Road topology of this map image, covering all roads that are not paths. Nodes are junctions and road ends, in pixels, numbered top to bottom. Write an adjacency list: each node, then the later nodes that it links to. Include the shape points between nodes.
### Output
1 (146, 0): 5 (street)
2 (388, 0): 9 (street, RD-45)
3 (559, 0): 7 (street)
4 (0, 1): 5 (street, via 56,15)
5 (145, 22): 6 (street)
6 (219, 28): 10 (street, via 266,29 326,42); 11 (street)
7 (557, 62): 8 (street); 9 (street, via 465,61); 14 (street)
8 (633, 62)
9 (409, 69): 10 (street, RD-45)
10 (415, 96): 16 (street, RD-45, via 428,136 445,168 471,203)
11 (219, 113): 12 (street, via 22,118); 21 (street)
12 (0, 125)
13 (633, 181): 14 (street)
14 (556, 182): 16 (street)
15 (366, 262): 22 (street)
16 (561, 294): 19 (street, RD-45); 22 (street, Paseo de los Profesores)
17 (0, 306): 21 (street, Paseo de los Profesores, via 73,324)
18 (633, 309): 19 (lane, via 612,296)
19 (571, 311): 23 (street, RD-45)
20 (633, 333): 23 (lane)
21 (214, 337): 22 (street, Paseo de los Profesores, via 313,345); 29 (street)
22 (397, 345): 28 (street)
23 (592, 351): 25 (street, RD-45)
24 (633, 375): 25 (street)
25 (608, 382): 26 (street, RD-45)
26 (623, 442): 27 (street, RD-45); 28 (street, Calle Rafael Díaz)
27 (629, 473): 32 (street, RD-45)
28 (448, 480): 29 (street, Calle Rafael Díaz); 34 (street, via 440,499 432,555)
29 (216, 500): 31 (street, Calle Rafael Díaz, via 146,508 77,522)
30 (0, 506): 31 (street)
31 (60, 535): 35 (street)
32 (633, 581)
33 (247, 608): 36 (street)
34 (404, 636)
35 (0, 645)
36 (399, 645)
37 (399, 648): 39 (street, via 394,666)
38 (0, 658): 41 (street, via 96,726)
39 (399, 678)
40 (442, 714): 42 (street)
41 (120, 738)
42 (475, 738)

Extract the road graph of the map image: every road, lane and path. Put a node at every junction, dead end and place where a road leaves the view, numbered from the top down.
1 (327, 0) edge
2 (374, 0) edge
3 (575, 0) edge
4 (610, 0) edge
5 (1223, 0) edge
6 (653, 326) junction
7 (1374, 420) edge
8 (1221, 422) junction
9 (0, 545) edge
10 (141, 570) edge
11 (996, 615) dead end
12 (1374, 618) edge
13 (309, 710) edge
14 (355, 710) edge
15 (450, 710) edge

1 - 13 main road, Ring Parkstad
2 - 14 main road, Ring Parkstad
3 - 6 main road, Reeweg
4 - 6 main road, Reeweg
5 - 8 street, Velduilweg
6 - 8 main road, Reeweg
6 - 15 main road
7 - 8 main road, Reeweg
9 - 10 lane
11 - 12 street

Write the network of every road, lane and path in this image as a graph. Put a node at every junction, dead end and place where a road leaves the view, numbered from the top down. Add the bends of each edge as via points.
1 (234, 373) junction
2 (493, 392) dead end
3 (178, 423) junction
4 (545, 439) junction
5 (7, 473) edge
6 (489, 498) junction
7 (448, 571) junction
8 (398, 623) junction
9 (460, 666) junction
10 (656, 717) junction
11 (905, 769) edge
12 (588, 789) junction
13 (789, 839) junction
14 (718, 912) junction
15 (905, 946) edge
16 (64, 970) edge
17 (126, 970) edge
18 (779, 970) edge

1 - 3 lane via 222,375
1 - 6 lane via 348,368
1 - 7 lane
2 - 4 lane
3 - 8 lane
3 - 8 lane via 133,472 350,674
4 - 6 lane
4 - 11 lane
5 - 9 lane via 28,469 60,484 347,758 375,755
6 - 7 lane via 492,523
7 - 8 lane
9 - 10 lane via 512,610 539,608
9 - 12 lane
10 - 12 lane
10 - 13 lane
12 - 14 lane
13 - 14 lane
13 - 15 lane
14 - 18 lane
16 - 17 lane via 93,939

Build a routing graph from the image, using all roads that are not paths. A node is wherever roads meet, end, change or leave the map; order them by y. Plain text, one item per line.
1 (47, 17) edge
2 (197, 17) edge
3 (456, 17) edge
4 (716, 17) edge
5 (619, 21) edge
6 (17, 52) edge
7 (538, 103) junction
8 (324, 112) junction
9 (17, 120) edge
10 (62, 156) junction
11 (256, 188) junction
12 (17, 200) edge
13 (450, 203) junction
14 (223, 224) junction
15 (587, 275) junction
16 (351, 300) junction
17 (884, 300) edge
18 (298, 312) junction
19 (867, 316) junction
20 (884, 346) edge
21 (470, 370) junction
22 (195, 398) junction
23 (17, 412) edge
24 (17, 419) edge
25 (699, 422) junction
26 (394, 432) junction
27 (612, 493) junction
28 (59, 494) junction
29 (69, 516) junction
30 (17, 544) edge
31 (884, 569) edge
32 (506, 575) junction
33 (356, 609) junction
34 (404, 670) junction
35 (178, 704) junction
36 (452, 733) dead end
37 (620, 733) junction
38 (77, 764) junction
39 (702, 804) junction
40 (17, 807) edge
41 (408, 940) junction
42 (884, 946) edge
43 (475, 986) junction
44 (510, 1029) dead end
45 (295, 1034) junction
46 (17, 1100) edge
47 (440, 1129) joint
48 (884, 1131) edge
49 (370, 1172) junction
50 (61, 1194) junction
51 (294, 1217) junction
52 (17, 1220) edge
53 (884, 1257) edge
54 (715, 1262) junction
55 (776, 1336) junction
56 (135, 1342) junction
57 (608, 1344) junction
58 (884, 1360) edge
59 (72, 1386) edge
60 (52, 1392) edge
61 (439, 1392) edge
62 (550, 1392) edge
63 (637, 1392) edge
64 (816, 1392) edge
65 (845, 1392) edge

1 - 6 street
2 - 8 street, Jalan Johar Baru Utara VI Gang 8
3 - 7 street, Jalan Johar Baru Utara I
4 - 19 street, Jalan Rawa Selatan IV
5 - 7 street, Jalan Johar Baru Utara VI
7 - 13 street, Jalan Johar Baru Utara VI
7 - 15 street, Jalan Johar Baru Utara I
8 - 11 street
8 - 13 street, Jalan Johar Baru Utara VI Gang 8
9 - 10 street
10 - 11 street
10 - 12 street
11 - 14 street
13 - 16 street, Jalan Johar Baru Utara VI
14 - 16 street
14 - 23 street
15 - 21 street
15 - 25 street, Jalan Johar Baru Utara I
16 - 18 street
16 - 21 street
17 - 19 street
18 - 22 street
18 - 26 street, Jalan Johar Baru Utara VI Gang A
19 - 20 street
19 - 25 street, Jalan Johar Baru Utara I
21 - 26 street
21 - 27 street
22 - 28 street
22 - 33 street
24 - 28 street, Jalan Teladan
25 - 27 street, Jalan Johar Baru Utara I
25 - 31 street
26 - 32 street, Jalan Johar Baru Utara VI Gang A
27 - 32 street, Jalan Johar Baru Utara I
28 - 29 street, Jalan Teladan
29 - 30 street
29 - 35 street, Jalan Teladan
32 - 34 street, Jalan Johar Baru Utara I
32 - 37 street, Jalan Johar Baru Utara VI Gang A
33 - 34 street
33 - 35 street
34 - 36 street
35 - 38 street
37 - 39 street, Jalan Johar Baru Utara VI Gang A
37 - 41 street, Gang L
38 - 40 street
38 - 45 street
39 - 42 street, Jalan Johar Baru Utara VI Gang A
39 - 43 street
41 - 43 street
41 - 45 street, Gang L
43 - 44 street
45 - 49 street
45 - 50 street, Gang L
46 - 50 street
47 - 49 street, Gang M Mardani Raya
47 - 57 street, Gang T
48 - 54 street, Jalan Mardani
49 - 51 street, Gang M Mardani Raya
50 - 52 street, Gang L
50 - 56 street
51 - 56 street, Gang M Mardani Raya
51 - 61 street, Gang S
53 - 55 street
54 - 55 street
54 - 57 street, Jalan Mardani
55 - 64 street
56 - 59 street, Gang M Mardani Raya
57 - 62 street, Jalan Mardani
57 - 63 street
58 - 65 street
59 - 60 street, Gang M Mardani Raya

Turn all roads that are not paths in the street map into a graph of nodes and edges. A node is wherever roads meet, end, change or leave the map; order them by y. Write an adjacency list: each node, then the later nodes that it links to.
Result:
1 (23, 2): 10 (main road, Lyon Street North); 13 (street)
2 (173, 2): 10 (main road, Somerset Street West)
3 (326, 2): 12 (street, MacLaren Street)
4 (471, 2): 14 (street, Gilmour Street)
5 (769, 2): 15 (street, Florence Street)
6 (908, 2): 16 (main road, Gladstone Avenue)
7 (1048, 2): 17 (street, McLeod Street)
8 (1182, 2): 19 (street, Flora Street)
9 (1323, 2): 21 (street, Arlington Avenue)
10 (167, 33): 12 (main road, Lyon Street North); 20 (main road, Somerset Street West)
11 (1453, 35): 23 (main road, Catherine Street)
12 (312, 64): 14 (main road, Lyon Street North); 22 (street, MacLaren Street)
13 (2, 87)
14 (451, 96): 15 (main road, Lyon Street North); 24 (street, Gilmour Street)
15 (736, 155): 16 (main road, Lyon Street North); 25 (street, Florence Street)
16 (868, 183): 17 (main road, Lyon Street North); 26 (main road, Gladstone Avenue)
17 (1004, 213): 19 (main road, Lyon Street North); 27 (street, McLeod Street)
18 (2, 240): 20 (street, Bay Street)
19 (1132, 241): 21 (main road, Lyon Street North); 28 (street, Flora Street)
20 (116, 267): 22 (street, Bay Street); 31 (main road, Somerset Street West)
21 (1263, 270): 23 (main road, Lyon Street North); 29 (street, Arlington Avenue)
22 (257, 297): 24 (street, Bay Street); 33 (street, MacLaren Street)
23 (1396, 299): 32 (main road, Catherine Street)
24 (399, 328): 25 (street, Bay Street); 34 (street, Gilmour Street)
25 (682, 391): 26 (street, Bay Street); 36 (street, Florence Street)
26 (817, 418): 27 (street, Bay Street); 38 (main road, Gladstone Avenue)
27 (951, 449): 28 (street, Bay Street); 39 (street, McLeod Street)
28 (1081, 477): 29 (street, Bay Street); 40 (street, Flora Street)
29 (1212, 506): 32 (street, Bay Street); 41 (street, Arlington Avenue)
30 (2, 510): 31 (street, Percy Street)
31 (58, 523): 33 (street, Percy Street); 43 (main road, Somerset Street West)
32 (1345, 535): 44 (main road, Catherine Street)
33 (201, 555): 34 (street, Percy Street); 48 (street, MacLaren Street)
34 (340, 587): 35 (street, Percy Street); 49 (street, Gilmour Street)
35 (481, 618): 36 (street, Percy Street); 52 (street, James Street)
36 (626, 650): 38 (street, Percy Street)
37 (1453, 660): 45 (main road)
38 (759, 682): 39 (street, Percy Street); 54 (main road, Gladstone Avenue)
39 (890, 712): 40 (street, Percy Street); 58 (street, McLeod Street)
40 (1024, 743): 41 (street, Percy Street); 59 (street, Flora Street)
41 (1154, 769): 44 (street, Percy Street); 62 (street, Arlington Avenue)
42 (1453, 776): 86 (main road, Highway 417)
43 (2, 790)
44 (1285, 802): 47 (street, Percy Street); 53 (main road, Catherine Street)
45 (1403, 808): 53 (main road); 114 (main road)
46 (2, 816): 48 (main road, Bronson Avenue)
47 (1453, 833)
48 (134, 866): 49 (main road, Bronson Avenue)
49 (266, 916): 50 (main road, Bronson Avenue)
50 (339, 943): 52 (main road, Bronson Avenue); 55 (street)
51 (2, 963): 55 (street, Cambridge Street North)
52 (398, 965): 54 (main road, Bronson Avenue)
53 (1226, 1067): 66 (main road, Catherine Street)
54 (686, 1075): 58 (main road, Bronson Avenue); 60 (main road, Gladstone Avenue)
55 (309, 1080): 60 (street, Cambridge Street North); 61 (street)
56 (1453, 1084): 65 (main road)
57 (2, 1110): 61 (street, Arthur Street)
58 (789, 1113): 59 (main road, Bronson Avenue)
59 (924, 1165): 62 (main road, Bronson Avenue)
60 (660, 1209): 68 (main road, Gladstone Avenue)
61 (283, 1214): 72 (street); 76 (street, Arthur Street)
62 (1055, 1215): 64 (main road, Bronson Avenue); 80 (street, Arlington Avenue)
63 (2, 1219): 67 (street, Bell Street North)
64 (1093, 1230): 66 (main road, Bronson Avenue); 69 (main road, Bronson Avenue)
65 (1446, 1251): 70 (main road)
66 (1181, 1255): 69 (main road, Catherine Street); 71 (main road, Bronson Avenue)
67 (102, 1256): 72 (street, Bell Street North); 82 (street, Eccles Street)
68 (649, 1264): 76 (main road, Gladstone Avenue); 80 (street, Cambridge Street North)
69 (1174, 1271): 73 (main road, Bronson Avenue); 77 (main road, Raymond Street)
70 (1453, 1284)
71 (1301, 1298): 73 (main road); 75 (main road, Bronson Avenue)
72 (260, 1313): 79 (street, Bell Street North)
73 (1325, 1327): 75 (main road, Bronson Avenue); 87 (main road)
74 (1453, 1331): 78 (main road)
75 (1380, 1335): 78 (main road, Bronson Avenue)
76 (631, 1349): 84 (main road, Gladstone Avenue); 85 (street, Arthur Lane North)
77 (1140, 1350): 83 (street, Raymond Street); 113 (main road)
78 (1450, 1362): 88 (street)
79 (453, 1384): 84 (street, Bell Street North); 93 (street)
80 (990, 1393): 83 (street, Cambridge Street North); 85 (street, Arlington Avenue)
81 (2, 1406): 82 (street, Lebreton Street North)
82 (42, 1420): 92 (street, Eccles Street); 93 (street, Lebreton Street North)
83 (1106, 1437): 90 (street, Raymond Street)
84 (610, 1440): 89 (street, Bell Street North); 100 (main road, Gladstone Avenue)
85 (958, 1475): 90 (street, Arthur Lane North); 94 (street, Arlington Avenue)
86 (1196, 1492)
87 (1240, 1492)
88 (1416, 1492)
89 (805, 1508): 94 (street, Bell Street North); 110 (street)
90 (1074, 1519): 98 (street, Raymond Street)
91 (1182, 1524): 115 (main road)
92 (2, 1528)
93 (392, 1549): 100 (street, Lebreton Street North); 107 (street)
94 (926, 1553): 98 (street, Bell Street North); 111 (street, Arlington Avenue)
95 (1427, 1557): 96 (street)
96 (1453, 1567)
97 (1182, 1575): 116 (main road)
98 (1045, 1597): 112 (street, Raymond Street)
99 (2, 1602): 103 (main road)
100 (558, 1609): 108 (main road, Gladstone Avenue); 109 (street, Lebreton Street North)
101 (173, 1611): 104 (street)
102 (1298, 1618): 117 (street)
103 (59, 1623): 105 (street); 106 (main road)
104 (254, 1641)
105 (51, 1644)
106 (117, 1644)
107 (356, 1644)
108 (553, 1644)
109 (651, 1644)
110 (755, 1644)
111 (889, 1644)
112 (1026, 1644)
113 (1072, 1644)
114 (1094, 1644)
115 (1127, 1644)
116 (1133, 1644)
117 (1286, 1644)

Task prompt
Check each line of the data above, and please copy the ones in which the string "Mardani" occurs.

Response to this task
47 - 49 street, Gang M Mardani Raya
48 - 54 street, Jalan Mardani
49 - 51 street, Gang M Mardani Raya
51 - 56 street, Gang M Mardani Raya
54 - 57 street, Jalan Mardani
56 - 59 street, Gang M Mardani Raya
57 - 62 street, Jalan Mardani
59 - 60 street, Gang M Mardani Raya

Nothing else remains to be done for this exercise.